[Stored data entries]
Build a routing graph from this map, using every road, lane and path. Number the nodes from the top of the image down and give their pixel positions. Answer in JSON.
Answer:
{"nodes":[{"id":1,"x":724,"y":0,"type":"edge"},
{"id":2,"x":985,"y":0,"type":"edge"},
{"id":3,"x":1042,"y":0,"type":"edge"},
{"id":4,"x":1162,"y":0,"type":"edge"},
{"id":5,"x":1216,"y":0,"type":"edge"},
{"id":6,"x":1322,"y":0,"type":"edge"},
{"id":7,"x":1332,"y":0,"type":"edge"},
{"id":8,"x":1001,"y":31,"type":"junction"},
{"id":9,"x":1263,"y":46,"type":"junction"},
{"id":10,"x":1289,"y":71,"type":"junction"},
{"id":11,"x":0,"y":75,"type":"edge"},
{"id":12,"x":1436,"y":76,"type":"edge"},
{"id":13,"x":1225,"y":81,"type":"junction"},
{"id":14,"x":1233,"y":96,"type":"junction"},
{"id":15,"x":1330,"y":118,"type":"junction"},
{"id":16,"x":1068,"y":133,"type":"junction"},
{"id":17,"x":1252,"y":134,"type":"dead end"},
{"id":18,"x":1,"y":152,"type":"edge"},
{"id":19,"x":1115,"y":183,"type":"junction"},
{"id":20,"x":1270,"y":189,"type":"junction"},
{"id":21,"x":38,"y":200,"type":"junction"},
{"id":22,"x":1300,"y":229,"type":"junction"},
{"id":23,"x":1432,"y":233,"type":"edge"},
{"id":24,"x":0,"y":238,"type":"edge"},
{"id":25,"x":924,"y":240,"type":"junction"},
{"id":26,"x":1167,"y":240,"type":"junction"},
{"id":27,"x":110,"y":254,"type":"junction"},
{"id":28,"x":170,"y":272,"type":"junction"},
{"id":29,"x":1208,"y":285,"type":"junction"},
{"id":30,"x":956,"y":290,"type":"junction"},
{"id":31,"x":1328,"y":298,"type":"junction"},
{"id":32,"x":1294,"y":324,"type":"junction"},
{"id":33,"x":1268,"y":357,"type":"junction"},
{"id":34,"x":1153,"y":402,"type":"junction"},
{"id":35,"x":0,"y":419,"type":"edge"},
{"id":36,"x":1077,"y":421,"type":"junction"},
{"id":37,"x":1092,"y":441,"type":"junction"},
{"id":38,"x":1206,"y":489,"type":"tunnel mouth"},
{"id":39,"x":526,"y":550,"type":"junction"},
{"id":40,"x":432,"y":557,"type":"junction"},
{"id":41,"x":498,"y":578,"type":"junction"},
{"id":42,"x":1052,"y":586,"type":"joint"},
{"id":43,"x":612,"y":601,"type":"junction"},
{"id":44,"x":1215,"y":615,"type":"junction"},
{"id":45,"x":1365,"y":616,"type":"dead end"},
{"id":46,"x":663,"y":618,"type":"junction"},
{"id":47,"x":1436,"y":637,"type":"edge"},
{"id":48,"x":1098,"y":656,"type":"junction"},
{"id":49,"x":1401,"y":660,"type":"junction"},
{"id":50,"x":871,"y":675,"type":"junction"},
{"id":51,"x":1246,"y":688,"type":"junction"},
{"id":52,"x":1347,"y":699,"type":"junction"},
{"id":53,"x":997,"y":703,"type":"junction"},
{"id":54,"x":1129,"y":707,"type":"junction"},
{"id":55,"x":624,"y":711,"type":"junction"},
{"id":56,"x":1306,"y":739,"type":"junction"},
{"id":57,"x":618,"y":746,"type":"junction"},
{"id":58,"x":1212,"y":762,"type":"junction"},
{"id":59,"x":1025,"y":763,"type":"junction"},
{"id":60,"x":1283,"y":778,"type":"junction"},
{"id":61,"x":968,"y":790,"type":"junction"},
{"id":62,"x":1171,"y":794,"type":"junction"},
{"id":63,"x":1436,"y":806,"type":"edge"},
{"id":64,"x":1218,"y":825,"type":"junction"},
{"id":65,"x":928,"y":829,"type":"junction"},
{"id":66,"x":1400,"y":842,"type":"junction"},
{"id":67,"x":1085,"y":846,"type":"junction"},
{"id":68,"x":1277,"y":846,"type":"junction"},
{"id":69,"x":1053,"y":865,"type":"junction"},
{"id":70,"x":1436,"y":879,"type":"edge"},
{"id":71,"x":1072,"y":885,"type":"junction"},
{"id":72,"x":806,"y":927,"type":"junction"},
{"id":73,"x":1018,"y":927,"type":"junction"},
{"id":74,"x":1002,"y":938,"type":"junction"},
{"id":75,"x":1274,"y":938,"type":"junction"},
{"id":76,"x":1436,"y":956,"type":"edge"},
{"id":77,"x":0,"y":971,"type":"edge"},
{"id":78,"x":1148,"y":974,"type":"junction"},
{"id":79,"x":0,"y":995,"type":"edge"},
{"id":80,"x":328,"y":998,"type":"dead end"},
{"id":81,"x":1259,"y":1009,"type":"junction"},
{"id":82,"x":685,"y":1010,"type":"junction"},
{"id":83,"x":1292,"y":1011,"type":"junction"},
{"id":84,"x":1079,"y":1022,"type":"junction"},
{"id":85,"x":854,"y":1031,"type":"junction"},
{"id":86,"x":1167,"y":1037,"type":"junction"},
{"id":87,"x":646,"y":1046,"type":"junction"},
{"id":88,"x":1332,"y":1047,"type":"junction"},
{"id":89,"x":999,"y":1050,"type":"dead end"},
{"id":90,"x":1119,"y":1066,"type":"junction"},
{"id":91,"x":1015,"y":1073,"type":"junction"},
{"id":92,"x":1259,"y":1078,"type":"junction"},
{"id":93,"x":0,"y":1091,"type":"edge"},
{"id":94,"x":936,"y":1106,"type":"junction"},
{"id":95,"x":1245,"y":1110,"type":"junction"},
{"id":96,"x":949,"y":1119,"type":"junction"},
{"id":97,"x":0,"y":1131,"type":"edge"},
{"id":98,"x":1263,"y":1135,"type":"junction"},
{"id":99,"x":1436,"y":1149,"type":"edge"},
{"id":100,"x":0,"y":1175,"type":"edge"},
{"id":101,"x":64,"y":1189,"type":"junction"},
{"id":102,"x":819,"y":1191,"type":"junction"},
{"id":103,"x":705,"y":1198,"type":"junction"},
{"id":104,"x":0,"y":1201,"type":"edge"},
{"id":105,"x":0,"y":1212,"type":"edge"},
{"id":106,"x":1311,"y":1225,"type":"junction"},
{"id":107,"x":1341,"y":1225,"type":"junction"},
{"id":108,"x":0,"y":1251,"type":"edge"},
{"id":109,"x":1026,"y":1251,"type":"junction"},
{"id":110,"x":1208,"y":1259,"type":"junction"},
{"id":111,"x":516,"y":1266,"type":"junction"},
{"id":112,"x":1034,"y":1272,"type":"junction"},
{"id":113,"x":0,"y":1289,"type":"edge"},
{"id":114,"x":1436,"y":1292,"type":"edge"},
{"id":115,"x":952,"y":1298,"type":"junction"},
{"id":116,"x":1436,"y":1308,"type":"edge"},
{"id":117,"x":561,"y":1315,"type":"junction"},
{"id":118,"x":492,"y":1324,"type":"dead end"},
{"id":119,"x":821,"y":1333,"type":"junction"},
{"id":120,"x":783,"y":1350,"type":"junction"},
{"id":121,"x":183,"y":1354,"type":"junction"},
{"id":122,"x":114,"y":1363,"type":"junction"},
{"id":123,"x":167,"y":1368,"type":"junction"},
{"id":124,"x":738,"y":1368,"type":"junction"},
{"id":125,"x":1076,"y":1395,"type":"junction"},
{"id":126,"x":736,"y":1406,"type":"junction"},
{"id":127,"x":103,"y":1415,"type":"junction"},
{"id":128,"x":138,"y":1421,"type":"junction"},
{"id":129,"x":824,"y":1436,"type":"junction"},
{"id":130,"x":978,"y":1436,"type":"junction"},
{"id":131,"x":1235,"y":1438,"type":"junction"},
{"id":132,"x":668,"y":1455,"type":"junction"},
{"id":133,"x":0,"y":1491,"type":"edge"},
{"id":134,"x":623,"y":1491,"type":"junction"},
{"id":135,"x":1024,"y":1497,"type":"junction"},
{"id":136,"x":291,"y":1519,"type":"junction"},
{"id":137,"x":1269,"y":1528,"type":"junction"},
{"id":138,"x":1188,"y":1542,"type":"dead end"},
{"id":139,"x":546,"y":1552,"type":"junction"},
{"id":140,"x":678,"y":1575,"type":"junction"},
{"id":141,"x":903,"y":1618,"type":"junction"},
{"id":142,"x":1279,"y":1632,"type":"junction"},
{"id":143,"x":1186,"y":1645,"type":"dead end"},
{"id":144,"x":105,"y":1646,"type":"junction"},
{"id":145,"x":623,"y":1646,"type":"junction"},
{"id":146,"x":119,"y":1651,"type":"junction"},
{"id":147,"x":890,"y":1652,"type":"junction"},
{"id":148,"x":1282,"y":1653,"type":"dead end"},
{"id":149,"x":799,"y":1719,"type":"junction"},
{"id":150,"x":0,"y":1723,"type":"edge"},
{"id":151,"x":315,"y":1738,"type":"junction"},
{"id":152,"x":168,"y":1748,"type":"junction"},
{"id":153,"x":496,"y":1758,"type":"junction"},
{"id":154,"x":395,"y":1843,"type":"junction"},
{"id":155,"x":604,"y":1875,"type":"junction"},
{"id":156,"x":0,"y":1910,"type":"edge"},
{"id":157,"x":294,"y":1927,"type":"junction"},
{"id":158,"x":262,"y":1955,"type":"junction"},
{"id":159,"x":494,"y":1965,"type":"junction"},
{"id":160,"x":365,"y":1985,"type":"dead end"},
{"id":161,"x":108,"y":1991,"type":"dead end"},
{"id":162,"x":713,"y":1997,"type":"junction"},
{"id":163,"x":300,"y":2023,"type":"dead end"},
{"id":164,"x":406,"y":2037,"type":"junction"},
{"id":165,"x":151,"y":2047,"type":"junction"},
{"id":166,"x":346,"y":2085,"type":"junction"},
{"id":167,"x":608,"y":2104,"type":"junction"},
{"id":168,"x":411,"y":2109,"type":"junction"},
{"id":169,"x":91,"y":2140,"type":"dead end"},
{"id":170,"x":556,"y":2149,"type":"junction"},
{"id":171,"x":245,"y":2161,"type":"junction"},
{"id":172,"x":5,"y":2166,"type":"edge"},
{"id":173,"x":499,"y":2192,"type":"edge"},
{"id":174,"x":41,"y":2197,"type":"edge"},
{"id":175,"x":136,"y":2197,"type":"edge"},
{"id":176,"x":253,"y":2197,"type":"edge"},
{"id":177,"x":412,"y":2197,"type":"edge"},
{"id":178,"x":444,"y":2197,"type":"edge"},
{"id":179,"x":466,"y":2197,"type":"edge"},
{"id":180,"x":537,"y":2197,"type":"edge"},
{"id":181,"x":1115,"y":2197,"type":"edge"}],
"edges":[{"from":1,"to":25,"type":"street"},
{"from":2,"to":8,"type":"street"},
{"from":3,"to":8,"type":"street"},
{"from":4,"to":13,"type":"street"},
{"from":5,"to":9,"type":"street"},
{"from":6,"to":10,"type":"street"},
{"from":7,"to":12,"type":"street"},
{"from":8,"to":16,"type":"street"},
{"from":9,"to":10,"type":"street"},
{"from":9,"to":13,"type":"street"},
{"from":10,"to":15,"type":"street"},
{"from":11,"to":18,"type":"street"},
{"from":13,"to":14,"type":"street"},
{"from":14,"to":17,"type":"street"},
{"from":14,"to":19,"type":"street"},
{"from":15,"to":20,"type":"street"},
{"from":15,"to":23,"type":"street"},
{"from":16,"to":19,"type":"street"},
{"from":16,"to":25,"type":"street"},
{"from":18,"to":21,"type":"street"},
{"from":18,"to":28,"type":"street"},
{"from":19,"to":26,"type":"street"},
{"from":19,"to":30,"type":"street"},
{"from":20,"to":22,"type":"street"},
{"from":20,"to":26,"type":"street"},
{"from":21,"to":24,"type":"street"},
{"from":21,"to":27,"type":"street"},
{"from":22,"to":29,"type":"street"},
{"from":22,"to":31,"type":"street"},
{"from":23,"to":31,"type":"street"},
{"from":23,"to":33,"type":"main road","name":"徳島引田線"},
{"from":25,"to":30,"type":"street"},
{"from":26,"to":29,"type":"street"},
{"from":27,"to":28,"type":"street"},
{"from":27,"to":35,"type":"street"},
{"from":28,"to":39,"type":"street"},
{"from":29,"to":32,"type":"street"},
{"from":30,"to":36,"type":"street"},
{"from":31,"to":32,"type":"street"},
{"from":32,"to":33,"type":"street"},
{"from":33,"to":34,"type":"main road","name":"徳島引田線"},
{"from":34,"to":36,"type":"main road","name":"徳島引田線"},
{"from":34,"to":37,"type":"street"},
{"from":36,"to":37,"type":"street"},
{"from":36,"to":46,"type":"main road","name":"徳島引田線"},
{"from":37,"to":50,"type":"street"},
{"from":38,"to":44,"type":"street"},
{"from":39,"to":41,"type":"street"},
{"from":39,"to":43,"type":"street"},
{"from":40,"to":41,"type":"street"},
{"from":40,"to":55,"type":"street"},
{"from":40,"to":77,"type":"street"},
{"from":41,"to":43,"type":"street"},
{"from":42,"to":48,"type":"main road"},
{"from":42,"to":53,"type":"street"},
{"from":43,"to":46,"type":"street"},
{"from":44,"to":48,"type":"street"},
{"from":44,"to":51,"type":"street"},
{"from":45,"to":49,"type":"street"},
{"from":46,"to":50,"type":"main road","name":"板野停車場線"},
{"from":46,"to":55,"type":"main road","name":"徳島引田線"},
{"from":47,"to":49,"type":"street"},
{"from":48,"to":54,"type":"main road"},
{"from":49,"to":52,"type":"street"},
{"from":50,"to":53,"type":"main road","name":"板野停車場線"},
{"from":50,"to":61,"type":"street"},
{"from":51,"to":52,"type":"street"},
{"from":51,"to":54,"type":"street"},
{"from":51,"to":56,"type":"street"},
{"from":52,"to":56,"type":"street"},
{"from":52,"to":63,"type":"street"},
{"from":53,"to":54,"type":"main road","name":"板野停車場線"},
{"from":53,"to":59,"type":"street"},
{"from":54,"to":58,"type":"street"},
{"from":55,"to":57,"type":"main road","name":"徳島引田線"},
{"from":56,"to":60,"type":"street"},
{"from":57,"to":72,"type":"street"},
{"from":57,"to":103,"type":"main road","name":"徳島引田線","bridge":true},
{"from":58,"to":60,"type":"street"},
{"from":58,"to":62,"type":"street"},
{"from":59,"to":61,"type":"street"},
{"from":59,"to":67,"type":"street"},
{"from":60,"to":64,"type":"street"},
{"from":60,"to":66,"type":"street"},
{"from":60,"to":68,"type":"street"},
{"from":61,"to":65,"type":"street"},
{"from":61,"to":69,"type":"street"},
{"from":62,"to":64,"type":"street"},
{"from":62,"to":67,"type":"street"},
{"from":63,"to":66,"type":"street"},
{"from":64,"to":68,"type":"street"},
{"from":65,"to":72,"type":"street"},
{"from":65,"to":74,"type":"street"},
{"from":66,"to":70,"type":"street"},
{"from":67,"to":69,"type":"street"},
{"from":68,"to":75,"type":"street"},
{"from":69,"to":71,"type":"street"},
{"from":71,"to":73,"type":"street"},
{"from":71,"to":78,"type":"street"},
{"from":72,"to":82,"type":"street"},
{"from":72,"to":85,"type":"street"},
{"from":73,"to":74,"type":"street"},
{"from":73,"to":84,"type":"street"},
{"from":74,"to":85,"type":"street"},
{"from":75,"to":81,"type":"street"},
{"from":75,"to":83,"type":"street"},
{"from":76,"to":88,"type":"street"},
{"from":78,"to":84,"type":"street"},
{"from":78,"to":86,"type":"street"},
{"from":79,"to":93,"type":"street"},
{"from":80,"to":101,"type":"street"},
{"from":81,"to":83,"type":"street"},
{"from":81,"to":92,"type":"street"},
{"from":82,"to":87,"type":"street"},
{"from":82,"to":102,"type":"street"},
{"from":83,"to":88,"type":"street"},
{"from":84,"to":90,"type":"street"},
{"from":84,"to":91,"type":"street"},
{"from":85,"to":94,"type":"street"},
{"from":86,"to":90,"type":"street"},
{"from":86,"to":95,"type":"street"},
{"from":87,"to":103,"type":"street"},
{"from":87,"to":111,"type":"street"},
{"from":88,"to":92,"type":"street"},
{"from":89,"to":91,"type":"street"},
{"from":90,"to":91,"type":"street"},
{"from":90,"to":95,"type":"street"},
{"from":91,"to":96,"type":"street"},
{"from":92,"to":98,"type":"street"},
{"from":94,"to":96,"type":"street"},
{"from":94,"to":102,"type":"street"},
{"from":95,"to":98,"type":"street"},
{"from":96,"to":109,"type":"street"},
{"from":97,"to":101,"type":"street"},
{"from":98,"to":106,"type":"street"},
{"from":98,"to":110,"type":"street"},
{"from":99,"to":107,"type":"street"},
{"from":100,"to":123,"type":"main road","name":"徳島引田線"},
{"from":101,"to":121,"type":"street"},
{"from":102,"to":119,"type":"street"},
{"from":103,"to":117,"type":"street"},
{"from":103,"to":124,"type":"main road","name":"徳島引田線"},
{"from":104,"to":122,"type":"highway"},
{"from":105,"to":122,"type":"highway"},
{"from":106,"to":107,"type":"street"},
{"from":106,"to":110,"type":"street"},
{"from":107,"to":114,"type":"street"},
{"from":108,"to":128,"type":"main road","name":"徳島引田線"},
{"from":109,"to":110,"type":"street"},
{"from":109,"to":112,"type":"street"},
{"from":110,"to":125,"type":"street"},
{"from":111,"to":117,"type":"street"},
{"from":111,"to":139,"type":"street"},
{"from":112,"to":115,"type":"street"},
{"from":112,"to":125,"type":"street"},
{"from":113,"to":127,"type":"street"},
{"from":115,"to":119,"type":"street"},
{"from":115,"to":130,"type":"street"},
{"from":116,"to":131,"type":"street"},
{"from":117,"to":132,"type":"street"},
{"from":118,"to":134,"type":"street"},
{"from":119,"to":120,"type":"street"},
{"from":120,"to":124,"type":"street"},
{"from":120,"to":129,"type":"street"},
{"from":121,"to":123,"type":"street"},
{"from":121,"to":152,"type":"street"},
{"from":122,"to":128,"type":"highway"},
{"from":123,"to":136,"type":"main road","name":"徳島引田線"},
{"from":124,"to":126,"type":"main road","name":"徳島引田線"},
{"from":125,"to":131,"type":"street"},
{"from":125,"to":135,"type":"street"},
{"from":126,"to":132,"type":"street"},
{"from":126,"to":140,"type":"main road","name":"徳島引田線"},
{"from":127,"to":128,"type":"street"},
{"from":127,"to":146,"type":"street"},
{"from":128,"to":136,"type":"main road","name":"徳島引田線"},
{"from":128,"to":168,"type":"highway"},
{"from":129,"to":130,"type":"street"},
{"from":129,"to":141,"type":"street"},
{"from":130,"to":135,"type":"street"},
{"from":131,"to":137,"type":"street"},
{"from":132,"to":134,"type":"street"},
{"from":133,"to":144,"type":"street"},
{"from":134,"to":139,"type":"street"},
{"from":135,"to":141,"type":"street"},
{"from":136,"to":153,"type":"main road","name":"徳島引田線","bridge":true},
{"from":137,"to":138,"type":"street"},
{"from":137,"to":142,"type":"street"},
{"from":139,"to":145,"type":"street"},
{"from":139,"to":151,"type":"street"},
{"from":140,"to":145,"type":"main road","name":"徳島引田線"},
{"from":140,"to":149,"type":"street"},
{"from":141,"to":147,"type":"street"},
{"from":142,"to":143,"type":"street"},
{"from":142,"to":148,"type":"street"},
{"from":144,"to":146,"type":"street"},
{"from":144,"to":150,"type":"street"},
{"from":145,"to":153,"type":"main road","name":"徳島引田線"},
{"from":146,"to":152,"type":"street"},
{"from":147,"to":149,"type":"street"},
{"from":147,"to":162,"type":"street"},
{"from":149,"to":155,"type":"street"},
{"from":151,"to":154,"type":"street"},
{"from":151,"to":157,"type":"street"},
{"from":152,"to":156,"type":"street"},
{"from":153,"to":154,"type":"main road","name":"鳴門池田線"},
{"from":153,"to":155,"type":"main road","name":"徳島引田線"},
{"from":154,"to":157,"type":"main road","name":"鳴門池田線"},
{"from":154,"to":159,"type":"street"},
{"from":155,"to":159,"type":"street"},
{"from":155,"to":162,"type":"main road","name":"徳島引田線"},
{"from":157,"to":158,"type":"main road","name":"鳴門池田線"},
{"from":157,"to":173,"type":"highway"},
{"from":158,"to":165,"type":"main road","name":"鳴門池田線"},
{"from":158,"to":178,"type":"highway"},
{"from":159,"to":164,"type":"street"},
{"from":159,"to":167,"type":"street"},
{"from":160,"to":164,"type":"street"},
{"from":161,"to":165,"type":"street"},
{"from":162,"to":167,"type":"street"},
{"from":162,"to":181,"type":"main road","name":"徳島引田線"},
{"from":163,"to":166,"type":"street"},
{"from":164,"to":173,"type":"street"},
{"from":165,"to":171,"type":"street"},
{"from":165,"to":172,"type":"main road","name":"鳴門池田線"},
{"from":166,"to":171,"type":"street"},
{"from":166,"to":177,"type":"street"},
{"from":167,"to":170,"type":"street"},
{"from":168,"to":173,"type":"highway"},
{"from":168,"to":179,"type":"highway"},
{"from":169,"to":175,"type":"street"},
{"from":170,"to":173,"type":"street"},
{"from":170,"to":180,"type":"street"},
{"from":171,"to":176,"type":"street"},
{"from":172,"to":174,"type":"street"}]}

--- Problem to work on ---
Your answer must be every line from the entries that contains the string "dead", copied as it stands.

--- Task solution ---
{"id":17,"x":1252,"y":134,"type":"dead end"},
{"id":45,"x":1365,"y":616,"type":"dead end"},
{"id":80,"x":328,"y":998,"type":"dead end"},
{"id":89,"x":999,"y":1050,"type":"dead end"},
{"id":118,"x":492,"y":1324,"type":"dead end"},
{"id":138,"x":1188,"y":1542,"type":"dead end"},
{"id":143,"x":1186,"y":1645,"type":"dead end"},
{"id":148,"x":1282,"y":1653,"type":"dead end"},
{"id":160,"x":365,"y":1985,"type":"dead end"},
{"id":161,"x":108,"y":1991,"type":"dead end"},
{"id":163,"x":300,"y":2023,"type":"dead end"},
{"id":169,"x":91,"y":2140,"type":"dead end"},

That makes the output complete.